I have a dream: comincia con queste parole immortali il discorso che Martin Luther King pronunciò il 28 agosto 1963 a Washington, affidando alla folla alcuni tratti di una società statunitense rinnovata, in cui tutti potessero sentirsi a casa. Non chiedeva chissà quale rivoluzione, chissà quali beni, chissà quale concessione: solo un radicale cambiamento di mentalità e il riconoscimento dell’umanità delle persone a prescindere dal colore della loro pelle.
Anche Gesù affida il suo sogno ai discepoli che lo ascoltano: anche a loro, suggerisce un netto cambio di prospettiva, una conversione del cuore. La questione è intrigante anche per noi, anche noi ci sentiamo punzecchiati dalle sue parole: è esperienza di ciascuno e ciascuna di noi la fatica di stare nelle relazioni in cui non veniamo trattati come vorremmo, nelle relazioni in cui l’altro – magari dopo un gesto gentile – ci risponde con uno schiaffo. Spesso la violenza che subiamo o che agiamo non è fisica, ma tocca i nostri affetti, i nostri sentimenti, la nostra identità più profonda di amici, di fratelli o sorelle, di sposi, di persone vicine.
È la vicenda – tra gli altri – di Davide, che dopo aver servito Saul con fedeltà, si trova inseguito e perseguitato per invidia. Ma Davide non risponde alla persecuzione con la violenza; non risponde all’invidia con la cattiveria; non risponde alle angherie del vecchio Saul con un torto facilitato dalla sua forza giovanile e dalla sua furbizia. Ruba una lancia, per dimostrare che se anche ha potuto colpire, ha scelto di non farlo: è una testimonianza di libertà.
È dare un futuro diverso alle nostre vicende, tortuose e ferite. È aprire la porta alla riconciliazione, a un “di più” di vita che il Vangelo accenna e che non dobbiamo solo rimandare in un futuro lontano, perché riguarda anche la qualità della nostra vita presente. “Come volete che gli uomini facciano a voi, così anche voi fate a loro”: il sogno di Gesù si riassume nel riconoscere che l’altro è un essere umano come noi, un figlio o una figlia dello stesso Padre che è nei cieli, un tesoro da custodire come siamo noi.
La conversione che ci è richiesta non è semplicemente un cambio di rotta morale o uno sforzo della nostra volontà: affonda le sue radici nel cuore di Dio, nel suo essere misericordioso. Gesù può sognare che la nostra umanità si trasfiguri solo perché siamo stati amati, siamo stati destinatari di misericordia. Solo perché Dio non fa preferenze, solo perché Dio ci tratta come vorremmo essere trattati – anche dall’alto della croce su cui lo abbiamo inchiodato perché troppo scomodo e troppo diverso dal Dio potente che abbiamo in testa! –, solo perché Dio ci ama “di più”, possiamo amare di più.

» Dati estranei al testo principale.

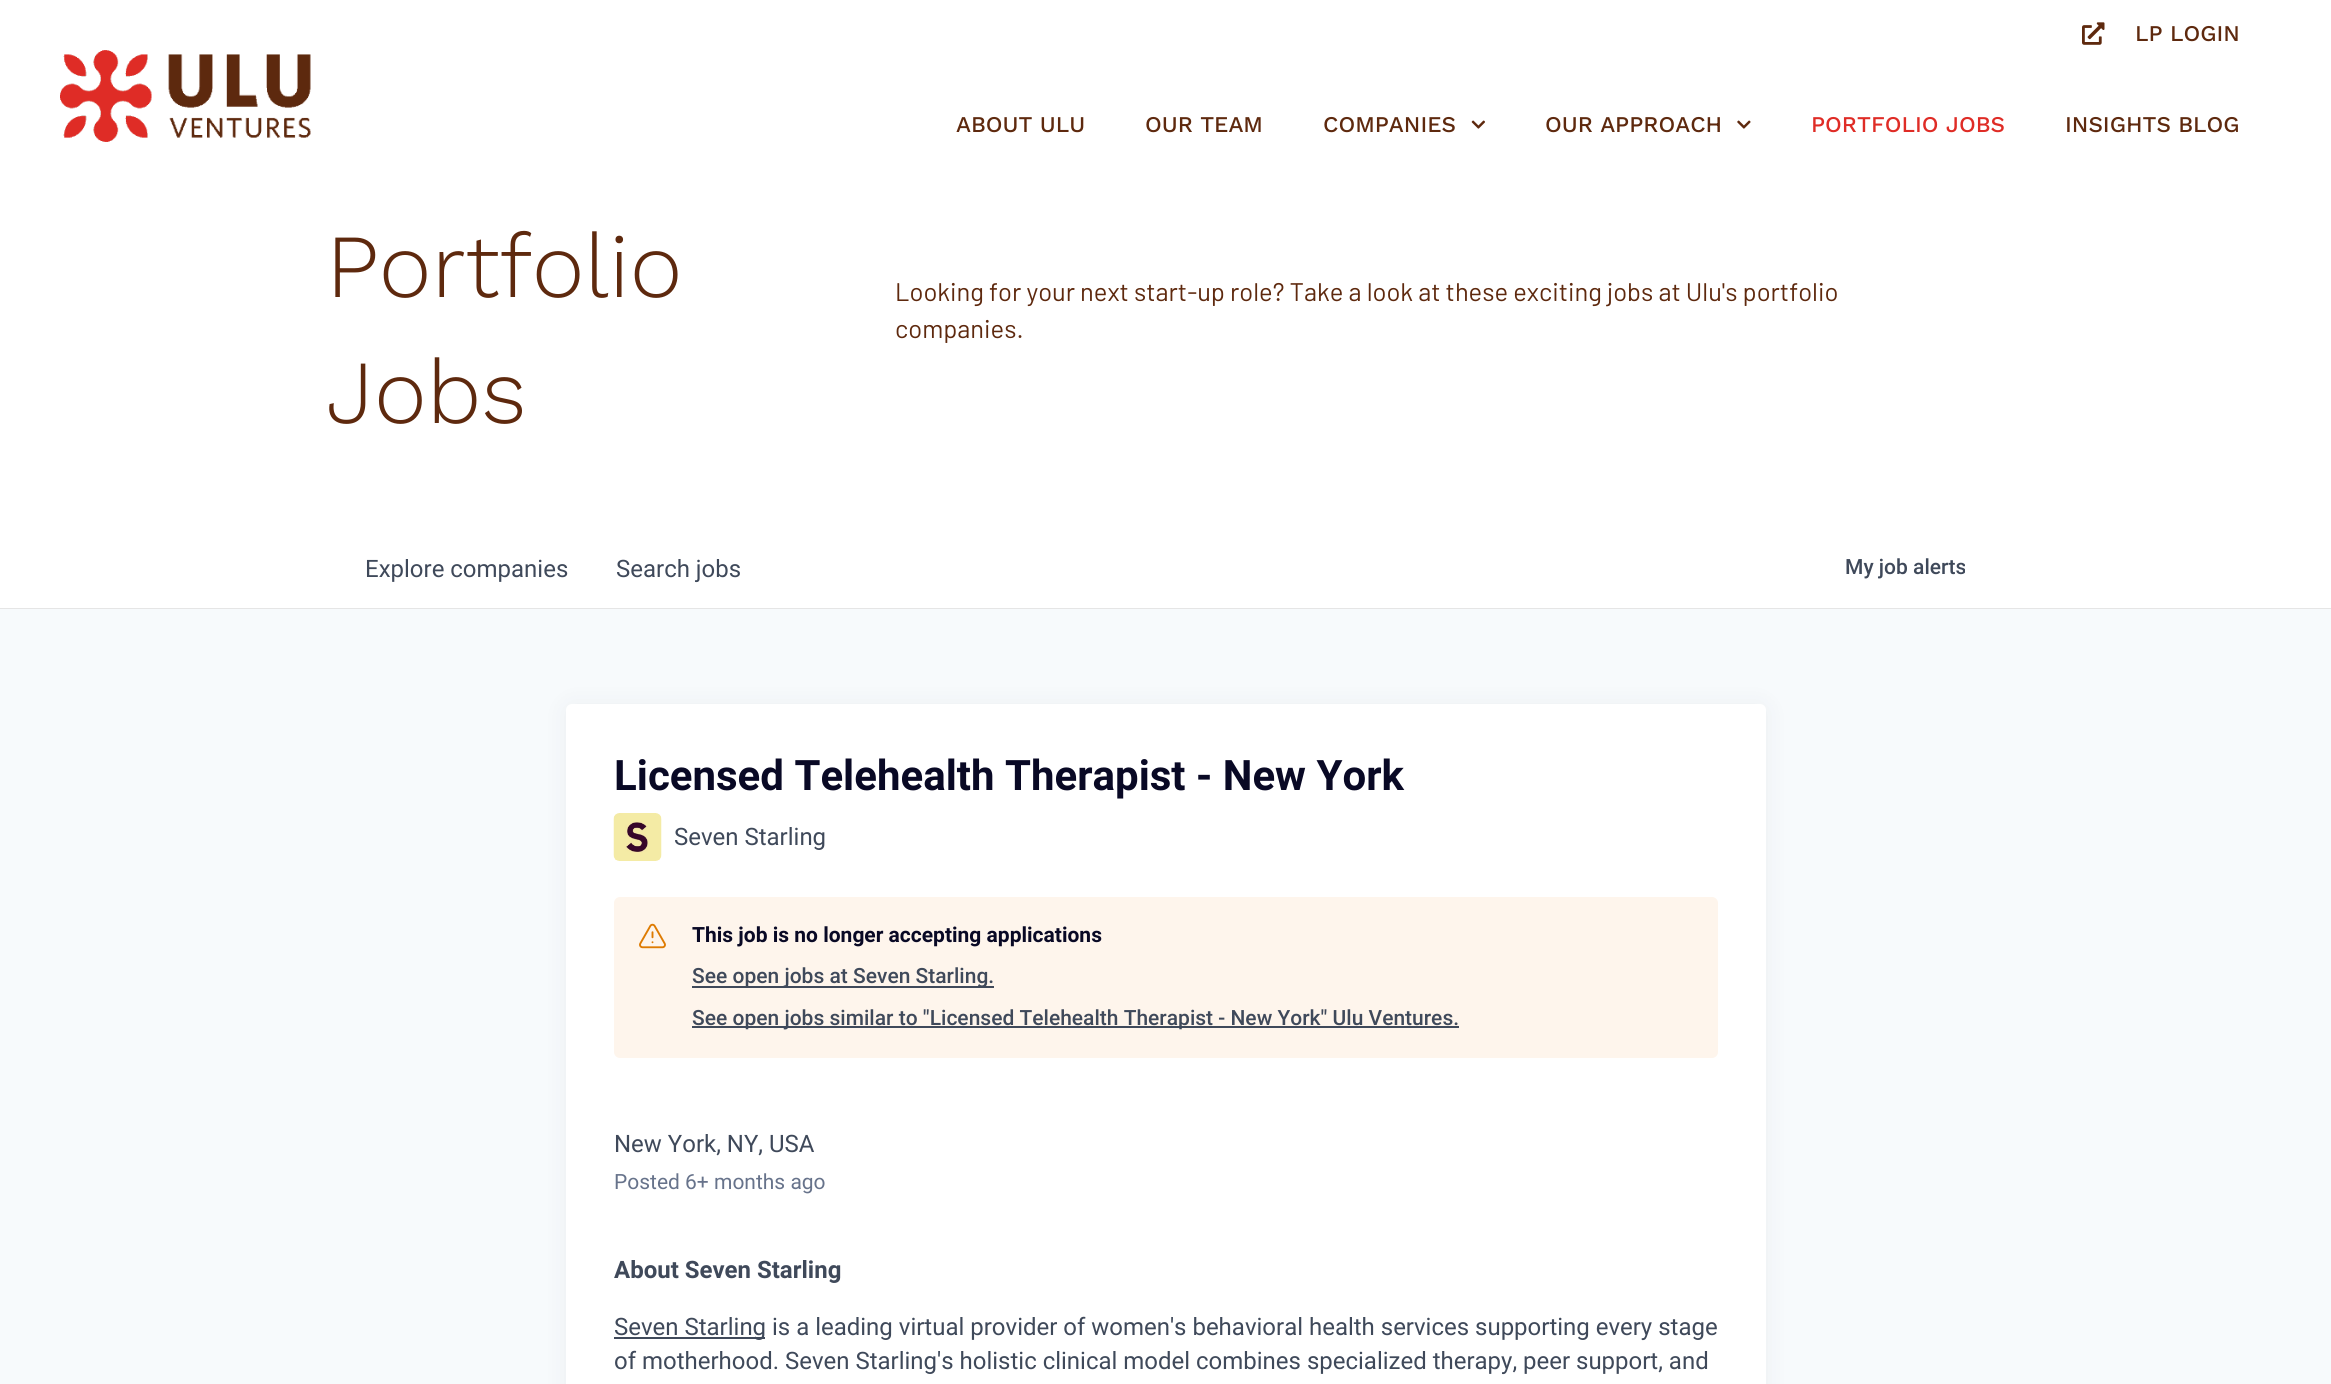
import math
import cairocffi as cairo

surface = cairo.ImageSurface(cairo.FORMAT_RGB24, 2331, 1384)
ctx = cairo.Context(surface)
options = cairo.FontOptions()
options.set_hint_metrics(cairo.HINT_METRICS_OFF)
options.set_hint_style(cairo.HINT_STYLE_NONE)
ctx.set_font_options(options)
ctx.set_miter_limit(4)


def rgb(r, g, b):
    ctx.set_source_rgb(r / 255, g / 255, b / 255)


def face(family, size, italic, bold):
    ctx.select_font_face(family, cairo.FONT_SLANT_ITALIC if italic else cairo.FONT_SLANT_NORMAL, cairo.FONT_WEIGHT_BOLD if bold else cairo.FONT_WEIGHT_NORMAL)
    ctx.set_font_size(size)


def label(x, y, s):
    ctx.move_to(x, y)
    ctx.show_text(s)


def rect(x, y, w, h):
    ctx.rectangle(x, y, w, h)
    ctx.fill()


def rrect(x, y, w, h, r):
    ctx.new_sub_path()
    for i, (u, v) in enumerate([(x + w - r, y + h - r), (x + r, y + h - r), (x + r, y + r), (x + w - r, y + r)]):
        ctx.arc(u, v, r, i * math.pi / 2, (i + 1) * math.pi / 2)
    ctx.close_path()


def soft_shadow(x, y, w, h, r, blur, alpha):
    ctx.push_group_with_content(cairo.CONTENT_ALPHA)
    ctx.set_operator(cairo.OPERATOR_SOURCE)
    for i in range(15, -16, -2):
        e = blur * i / 6
        if min(w, h) + 2 * e > 0:
            ctx.set_source_rgba(0, 0, 0, alpha * math.erfc((i - 1) / 8.5) / 2)
            rrect(x - e, y - e, w + 2 * e, h + 2 * e, max(0, min(r + e + blur * .6, min(w, h) / 2 + e)))
            ctx.fill()
    ctx.mask(ctx.pop_group())


def image(path, x, y, w, h):
    ctx.save()
    ctx.set_source_surface(cairo.ImageSurface.create_from_png(path), x, y)
    ctx.rectangle(x, y, w, h)
    ctx.fill()
    ctx.restore()


rgb(247, 250, 252)
ctx.paint()
rgb(255, 255, 255)
rect(0, 0, 2331, 608)
image('image0.png', 60, 50, 251, 92)
image('image1.png', 2082, 22, 23, 23)
face('Work Sans Medium', 22.5, 0, 0)
rgb(94, 41, 14)
label(2135, 41, 'LP LOGIN')
label(956, 132, 'ABOUT ULU')
label(1145, 132, 'OUR TEAM')
label(1323, 132, 'COMPANIES')
image('image2.png', 1471, 120, 14, 9)
label(1545, 132, 'OUR APPROACH')
image('image3.png', 1737, 120, 14, 9)
rgb(223, 44, 38)
label(1811, 132, 'PORTFOLIO JOBS')
rgb(94, 41, 14)
label(2065, 132, 'INSIGHTS BLOG')
face('Work Sans Light', 90, 0, 0)
label(326, 297, 'Portfolio')
label(326, 423, 'Jobs')
face('Barlow', 25.5, 0, 0)
label(895, 301, 'Looking for your next start-up role? Take a look at these exciting jobs at Ulu\'s portfolio')
label(895, 338, 'companies.')
rgb(229, 229, 229)
rect(0, 608, 2331, 1)
face('Roboto', 24, 0, 0)
rgb(63, 73, 90)
label(365, 577, 'Explore companies')
label(616, 577, 'Search jobs')
face('Roboto Medium', 21, 0, 0)
label(1845, 574, 'My job alerts')
rgb(27, 36, 50)
soft_shadow(566, 705, 1200, 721, 6, 12, 0.06)
rgb(255, 255, 255)
rrect(566, 704, 1200, 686, 6)
ctx.fill()
face('Roboto', 42, 0, 1)
rgb(9, 9, 37)
label(614, 790, 'Licensed Telehealth Therapist - New York')
image('image4.png', 613, 813, 49, 48)
face('Roboto', 24, 0, 0)
rgb(63, 73, 90)
label(674, 845, 'Seven Starling')
rgb(254, 245, 236)
rrect(614, 897, 1104, 161, 6)
ctx.fill()
image('image5.png', 639, 923, 27, 26)
face('Roboto', 21, 0, 1)
rgb(9, 9, 37)
label(692, 942, 'This job is no longer accepting applications')
rgb(63, 73, 90)
rect(692, 986, 302, 2)
face('Roboto Medium', 21, 0, 0)
label(692, 983, 'See open jobs at Seven Starling.')
rect(692, 1026, 628, 2)
label(692, 1025, 'See open jobs similar to "Licensed Telehealth Therapist - New York" Ulu Ventures.')
rect(1320, 1026, 139, 2)
face('Roboto', 24, 0, 0)
label(614, 1152, 'New York, NY, USA')
face('Roboto', 21, 0, 0)
rgb(103, 115, 139)
label(614, 1189, 'Posted 6+ months ago')
face('Roboto', 24, 0, 1)
rgb(63, 73, 90)
label(614, 1278, 'About Seven Starling')
rect(614, 1337, 151, 2)
face('Roboto', 24, 0, 0)
label(614, 1335, 'Seven Starling is a leading virtual provider of women\'s behavioral health services supporting every stage')
label(614, 1369, 'of motherhood. Seven Starling\'s holistic clinical model combines specialized therapy, peer support, and')
surface.write_to_png('render.png')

La poetessa Mariangela Gualtieri, in un suo scritto, ci affida parole che ci toccano, perché smascherano il nostro desiderio; forse ci aiutano a prendere consapevolezza di come Dio agisce con noi e spalancano la possibilità di una vita diversa, di un amore più pieno, di un nuovo modo di essere con gli altri:
«Sii dolce con me. Sii gentile. È breve il tempo che resta. Poi saremo scie luminosissime. E quanta nostalgia avremo dell’umano. Come ora ne abbiamo dell’infinità. […] Sii dolce con me. Maneggiami con cura. Abbi la cautela dei cristalli con me e anche con te. Quello che siamo è prezioso più dell’opera blindata nei sotterranei e affettivo e fragile. La vita ha bisogno di un corpo per essere e tu sii dolce con ogni corpo. Tocca leggermente, leggermente poggia il tuo piede e abbi cura di ogni meccanismo di volo di ogni guizzo e volteggio e maturazione e radice e scorrere d’acqua e scatto e becchettio e schiudersi o svanire di foglie fino al fenomeno della fioritura […] Ringraziamo. Ogni tanto».
È il sogno di Dio. È la nostra felicità.